Raw data
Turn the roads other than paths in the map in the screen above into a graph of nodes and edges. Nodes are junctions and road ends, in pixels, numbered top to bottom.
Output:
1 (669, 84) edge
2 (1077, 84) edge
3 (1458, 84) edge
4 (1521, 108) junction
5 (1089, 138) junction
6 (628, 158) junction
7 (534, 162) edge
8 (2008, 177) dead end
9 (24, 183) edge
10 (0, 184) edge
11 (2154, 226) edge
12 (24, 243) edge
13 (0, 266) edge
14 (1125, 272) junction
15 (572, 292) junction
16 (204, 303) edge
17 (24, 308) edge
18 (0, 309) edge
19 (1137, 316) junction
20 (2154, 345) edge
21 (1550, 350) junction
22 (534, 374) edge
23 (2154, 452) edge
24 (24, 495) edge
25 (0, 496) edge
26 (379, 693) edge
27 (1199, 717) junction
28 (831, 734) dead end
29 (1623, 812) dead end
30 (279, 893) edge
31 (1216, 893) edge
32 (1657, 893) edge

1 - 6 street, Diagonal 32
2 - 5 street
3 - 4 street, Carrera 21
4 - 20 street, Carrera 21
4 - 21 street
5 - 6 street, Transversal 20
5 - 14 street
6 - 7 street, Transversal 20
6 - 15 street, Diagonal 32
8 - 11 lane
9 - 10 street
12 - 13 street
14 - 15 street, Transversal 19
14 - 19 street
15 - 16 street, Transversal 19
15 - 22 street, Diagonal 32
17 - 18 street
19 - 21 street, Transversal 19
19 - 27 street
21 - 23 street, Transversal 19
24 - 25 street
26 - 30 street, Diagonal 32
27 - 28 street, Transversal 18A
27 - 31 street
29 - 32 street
---
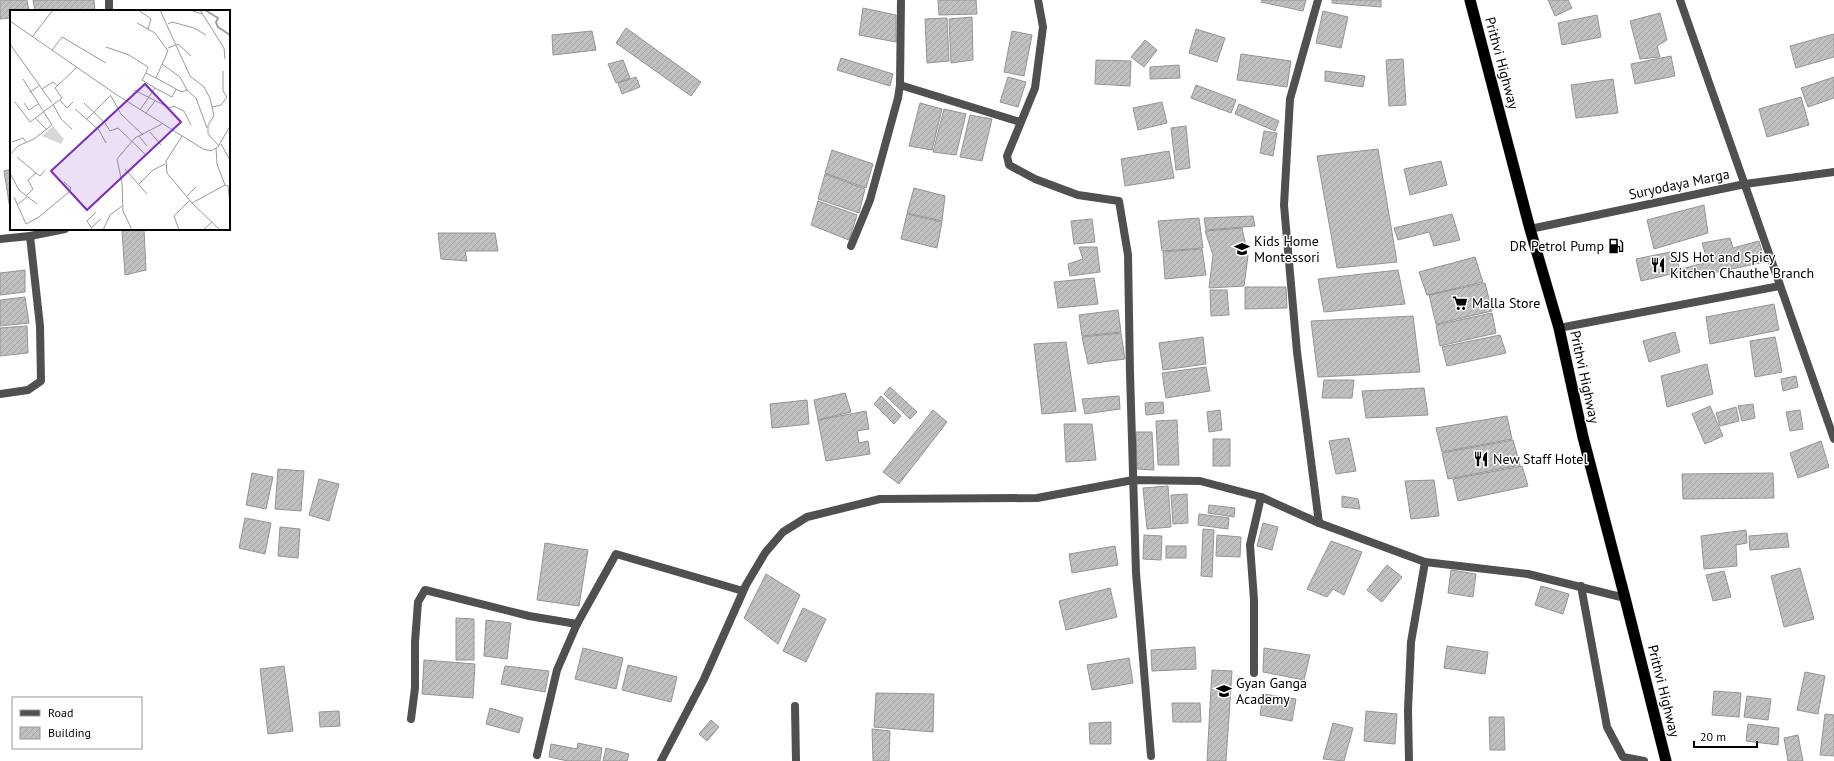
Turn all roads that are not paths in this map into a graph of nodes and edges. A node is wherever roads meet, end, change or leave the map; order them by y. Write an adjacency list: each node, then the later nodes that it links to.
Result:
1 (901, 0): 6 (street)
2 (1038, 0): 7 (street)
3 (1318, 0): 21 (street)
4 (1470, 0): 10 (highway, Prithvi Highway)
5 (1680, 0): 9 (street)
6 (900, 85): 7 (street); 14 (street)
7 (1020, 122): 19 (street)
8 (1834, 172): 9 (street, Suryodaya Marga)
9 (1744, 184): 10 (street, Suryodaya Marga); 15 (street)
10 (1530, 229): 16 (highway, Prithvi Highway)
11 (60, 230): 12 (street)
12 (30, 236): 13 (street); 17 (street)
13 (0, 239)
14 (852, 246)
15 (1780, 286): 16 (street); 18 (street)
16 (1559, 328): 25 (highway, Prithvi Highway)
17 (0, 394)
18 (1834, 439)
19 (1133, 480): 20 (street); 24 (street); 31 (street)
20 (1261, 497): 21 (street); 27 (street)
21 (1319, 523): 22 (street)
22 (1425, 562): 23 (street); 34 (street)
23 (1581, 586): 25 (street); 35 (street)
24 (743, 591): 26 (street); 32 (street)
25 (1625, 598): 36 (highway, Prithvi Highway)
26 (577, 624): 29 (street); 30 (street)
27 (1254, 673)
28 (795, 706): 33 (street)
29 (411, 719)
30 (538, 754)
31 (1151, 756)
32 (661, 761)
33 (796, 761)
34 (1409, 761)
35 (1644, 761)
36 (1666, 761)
---
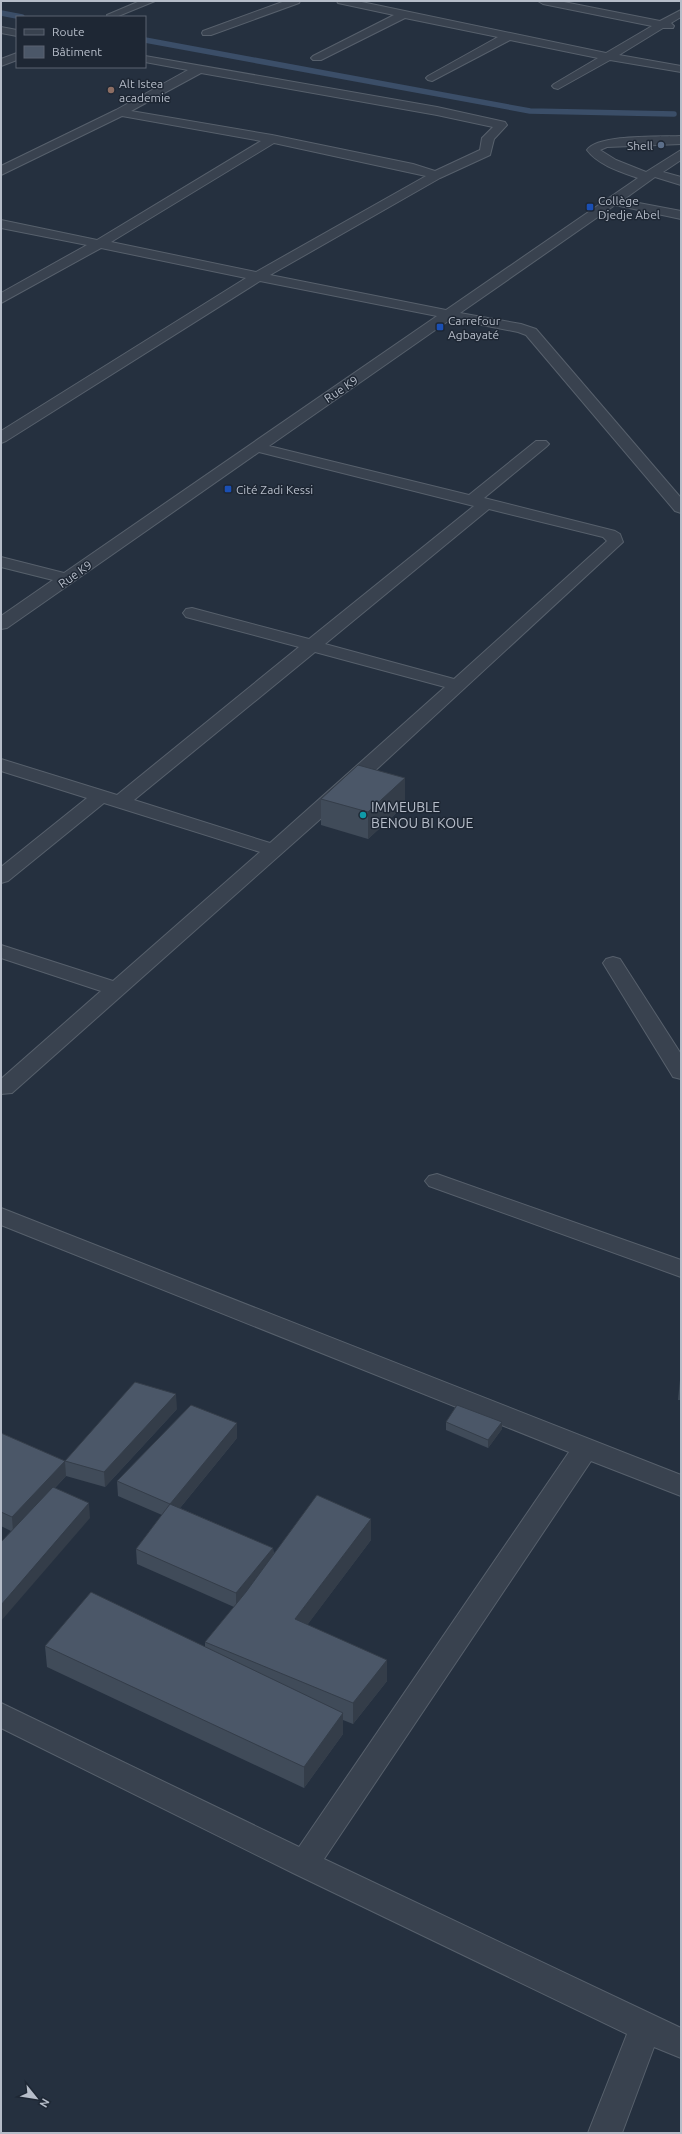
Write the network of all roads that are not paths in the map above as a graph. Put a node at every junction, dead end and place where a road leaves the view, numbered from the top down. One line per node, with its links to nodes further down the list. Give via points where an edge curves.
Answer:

Exercise prompt
Lines holding the word "Turn" in the entries above are the ones to pull out. Copy them all.

Answer to the exercise
Turn the roads other than paths in the map in the screen above into a graph of nodes and edges. Nodes are junctions and road ends, in pixels, numbered top to bottom.
Turn all roads that are not paths in this map into a graph of nodes and edges. A node is wherever roads meet, end, change or leave the map; order them by y. Write an adjacency list: each node, then the later nodes that it links to.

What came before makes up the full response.